Ideally, you have enough time to think through the right decision. One interesting way to do this is to re-underwrite your own startup regularly. Measure the quality of your revenue. And, if possible, don’t raise larger rounds until you feel good about your path to PMF and SAM. Less funding helps. It reduces the pressure for quick, low-quality growth. The scarcity will force clarity about what matters the most. And, it will decrease the required valuation for an exit. Then, when facing the Rubicon, ask yourself: Will working harder and spending more money move the needle? Are you still having fun and have hope in the business? We asked ourselves those questions and realized we had lost hope. In the end, customers’ demand relied mainly on subsidies, with no real interest in better software with its benefits. Our SAM was smaller than forecasted. And we realized that an insurance company requires PE-style growth, not a VC one. Joining a larger company seemed the right choice to use our strengths and help create a bigger story.

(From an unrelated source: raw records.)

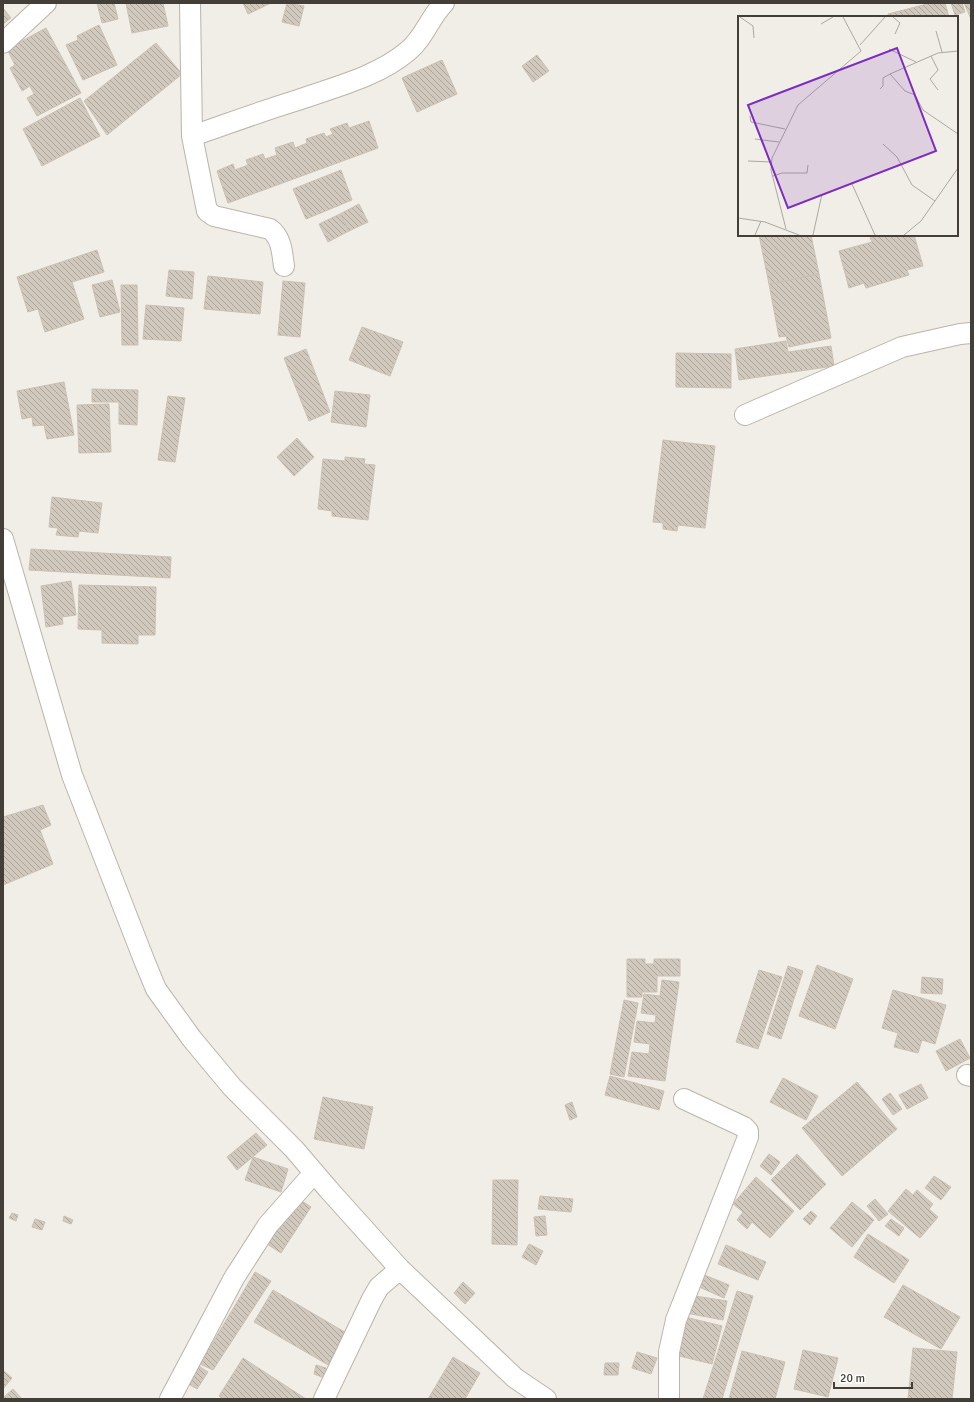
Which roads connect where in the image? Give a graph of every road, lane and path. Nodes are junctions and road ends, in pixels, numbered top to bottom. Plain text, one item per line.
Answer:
1 (46, 3) edge
2 (190, 3) edge
3 (444, 3) edge
4 (3, 43) edge
5 (192, 136) junction
6 (284, 266) dead end
7 (971, 333) edge
8 (745, 415) dead end
9 (3, 538) edge
10 (684, 1099) dead end
11 (314, 1173) junction
12 (400, 1269) junction
13 (544, 1398) edge
14 (170, 1399) edge
15 (324, 1399) edge
16 (669, 1399) edge

1 - 4 street
2 - 5 street
3 - 5 street
5 - 6 street
7 - 8 street
9 - 11 street
10 - 16 street
11 - 12 street
11 - 14 street
12 - 13 street
12 - 15 street

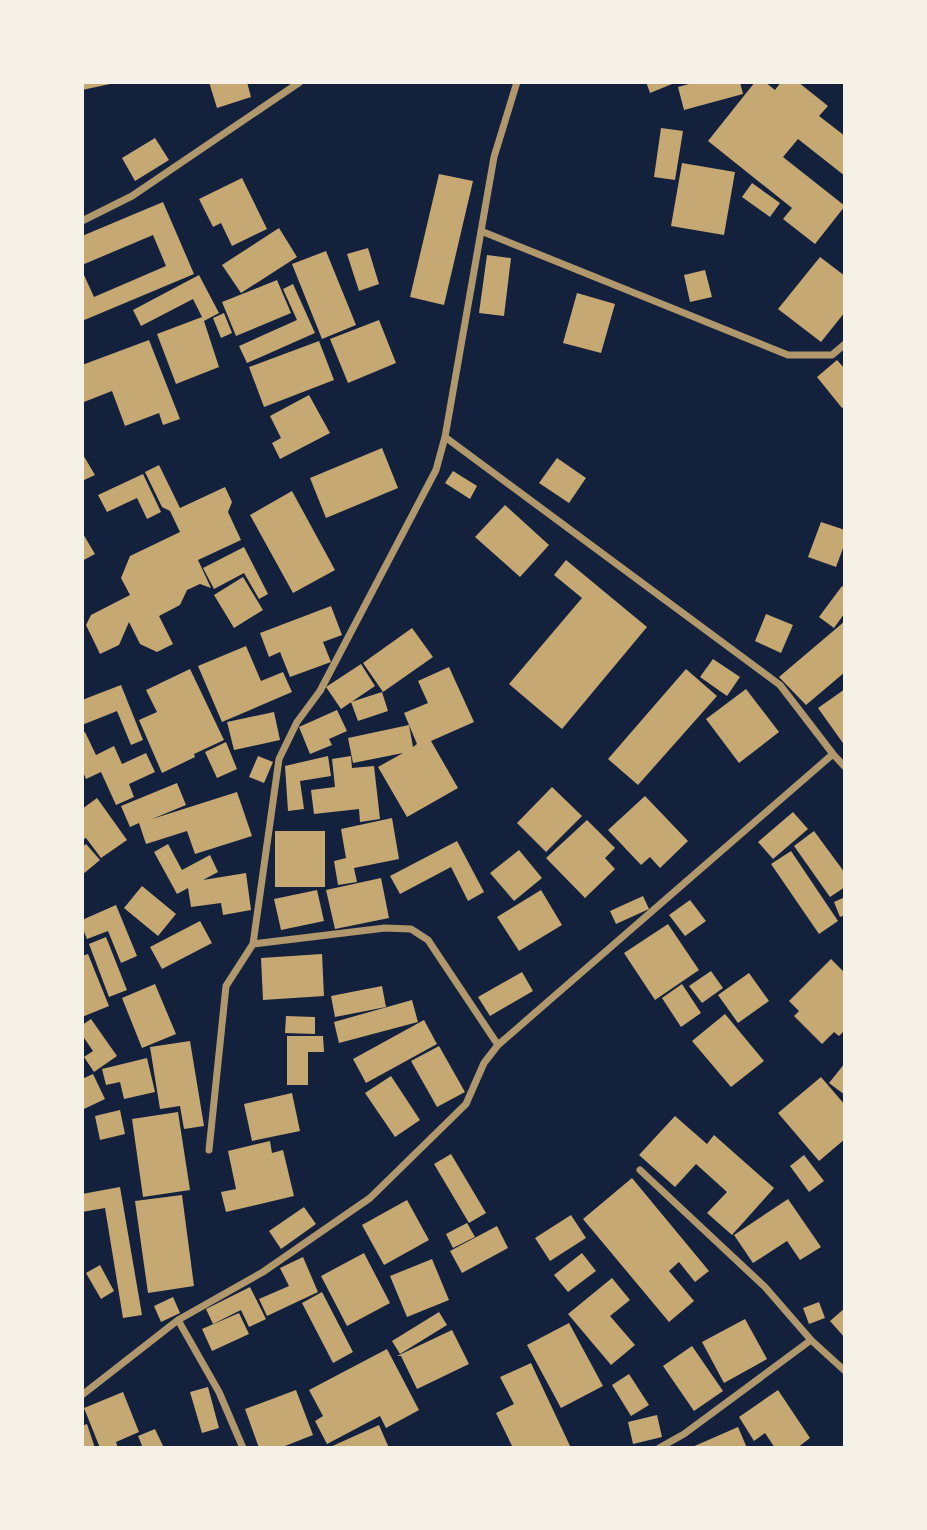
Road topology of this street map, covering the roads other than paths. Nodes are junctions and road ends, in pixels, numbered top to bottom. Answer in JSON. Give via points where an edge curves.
{"nodes":[{"id":1,"x":300,"y":82,"type":"edge"},
{"id":2,"x":517,"y":82,"type":"edge"},
{"id":3,"x":82,"y":221,"type":"edge"},
{"id":4,"x":481,"y":231,"type":"junction"},
{"id":5,"x":845,"y":344,"type":"edge"},
{"id":6,"x":445,"y":437,"type":"junction"},
{"id":7,"x":832,"y":754,"type":"junction"},
{"id":8,"x":845,"y":767,"type":"edge"},
{"id":9,"x":253,"y":944,"type":"junction"},
{"id":10,"x":498,"y":1045,"type":"junction"},
{"id":11,"x":209,"y":1150,"type":"dead end"},
{"id":12,"x":639,"y":1170,"type":"dead end"},
{"id":13,"x":178,"y":1320,"type":"junction"},
{"id":14,"x":811,"y":1340,"type":"junction"},
{"id":15,"x":845,"y":1371,"type":"edge"},
{"id":16,"x":82,"y":1395,"type":"edge"},
{"id":17,"x":243,"y":1448,"type":"edge"},
{"id":18,"x":659,"y":1448,"type":"edge"}],
"edges":[{"from":1,"to":3,"type":"street","via":[[132,196]]},
{"from":2,"to":4,"type":"street","via":[[494,157]]},
{"from":4,"to":5,"type":"street","via":[[788,355],[832,355]]},
{"from":4,"to":6,"type":"street"},
{"from":6,"to":7,"type":"street","via":[[780,685]]},
{"from":6,"to":9,"type":"street","via":[[436,470],[320,691],[297,722],[279,759]]},
{"from":7,"to":8,"type":"street"},
{"from":7,"to":10,"type":"street"},
{"from":9,"to":10,"type":"street","via":[[411,929],[428,940]]},
{"from":9,"to":11,"type":"street","via":[[226,986]]},
{"from":10,"to":13,"type":"street","via":[[484,1063],[466,1104],[370,1198],[263,1272]]},
{"from":12,"to":14,"type":"street","via":[[765,1287]]},
{"from":13,"to":16,"type":"street"},
{"from":13,"to":17,"type":"street","via":[[219,1392]]},
{"from":14,"to":15,"type":"street"},
{"from":14,"to":18,"type":"street"}]}
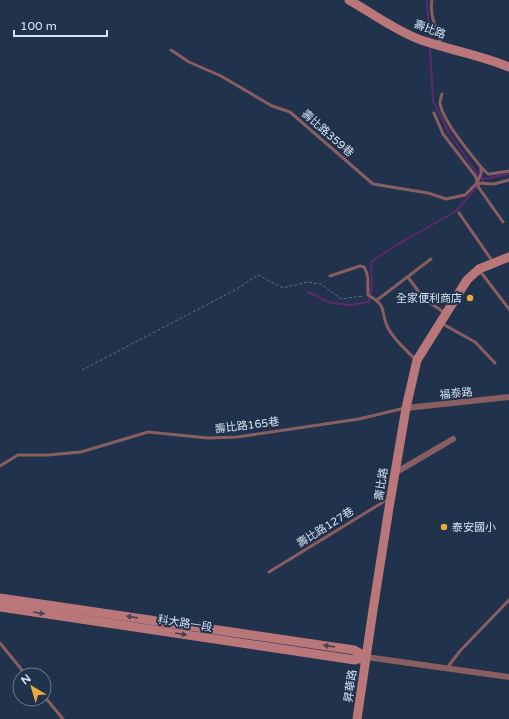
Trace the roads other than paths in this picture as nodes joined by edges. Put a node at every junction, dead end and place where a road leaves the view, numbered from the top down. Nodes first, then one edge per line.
1 (349, 0) edge
2 (432, 0) edge
3 (441, 46) junction
4 (171, 50) dead end
5 (509, 67) edge
6 (442, 94) dead end
7 (434, 113) dead end
8 (481, 167) junction
9 (509, 171) edge
10 (509, 180) edge
11 (477, 183) junction
12 (459, 213) dead end
13 (503, 222) dead end
14 (509, 257) edge
15 (431, 259) dead end
16 (494, 263) junction
17 (479, 270) junction
18 (330, 276) dead end
19 (408, 277) junction
20 (377, 300) junction
21 (509, 309) edge
22 (447, 314) junction
23 (441, 323) junction
24 (417, 360) junction
25 (495, 363) dead end
26 (509, 397) edge
27 (406, 408) junction
28 (453, 439) dead end
29 (0, 466) edge
30 (395, 473) junction
31 (391, 497) junction
32 (269, 572) dead end
33 (0, 598) edge
34 (509, 600) edge
35 (0, 607) edge
36 (0, 643) edge
37 (366, 657) junction
38 (20, 667) edge
39 (447, 668) junction
40 (509, 677) edge
41 (52, 706) edge
42 (62, 719) edge
43 (357, 719) edge

1 - 3 street, 壽比路
2 - 3 lane
3 - 5 street, 壽比路
4 - 11 lane, 壽比路359巷
6 - 8 lane
7 - 11 lane
8 - 9 lane
8 - 11 lane, 壽比路359巷
10 - 11 lane
11 - 13 lane
12 - 16 lane
14 - 16 street, 壽比路
15 - 19 lane
16 - 17 street, 壽比路
17 - 21 lane
17 - 22 street, 壽比路
18 - 20 lane
19 - 20 lane
19 - 22 lane
20 - 24 lane
22 - 23 street, 壽比路
23 - 24 street, 壽比路
23 - 25 lane
24 - 27 street, 壽比路
26 - 27 street, 福泰路
27 - 29 lane, 壽比路165巷
27 - 30 street, 壽比路
28 - 30 street
30 - 31 street, 壽比路
31 - 32 lane, 壽比路127巷
31 - 37 street, 壽比路
37 -> 33 street
34 - 39 lane
35 -> 37 street, 科大路一段
36 - 38 lane
37 - 39 street
37 - 43 street, 昇華路
39 - 40 street
41 - 42 lane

Something we noticed, as we got older while building our startup, is how a founder’s age affects this decision. Young founders can endure longer if the project is cool and full of learning. Older founders become more demanding in generating outputs. They have fewer second chances and higher opportunity costs. Suddenly, the cost of time seems to have grown exponentially.
In the end, a journey for outlier outcomes rarely follows the path imagined. So, a strength is knowing which projects start, double down on, and stop. It is well said that “Success comes from doubling down on the stuff that is working and quitting the rest.” Ultimately, no one wants to get stuck in a journey going nowhere. Also, investors and senior employees. Have the time, clarity, and courage to act before it’s too late. On the other side, we should all support founders who continue when no one believed they should. They will be our heroes and will inspire new founders to start. What is not acceptable is losing time and the courage to take risks, today or in the future. In this journey, I wish you to stay as inspired and all-in as Masa does for each of his newer and bolder expeditions.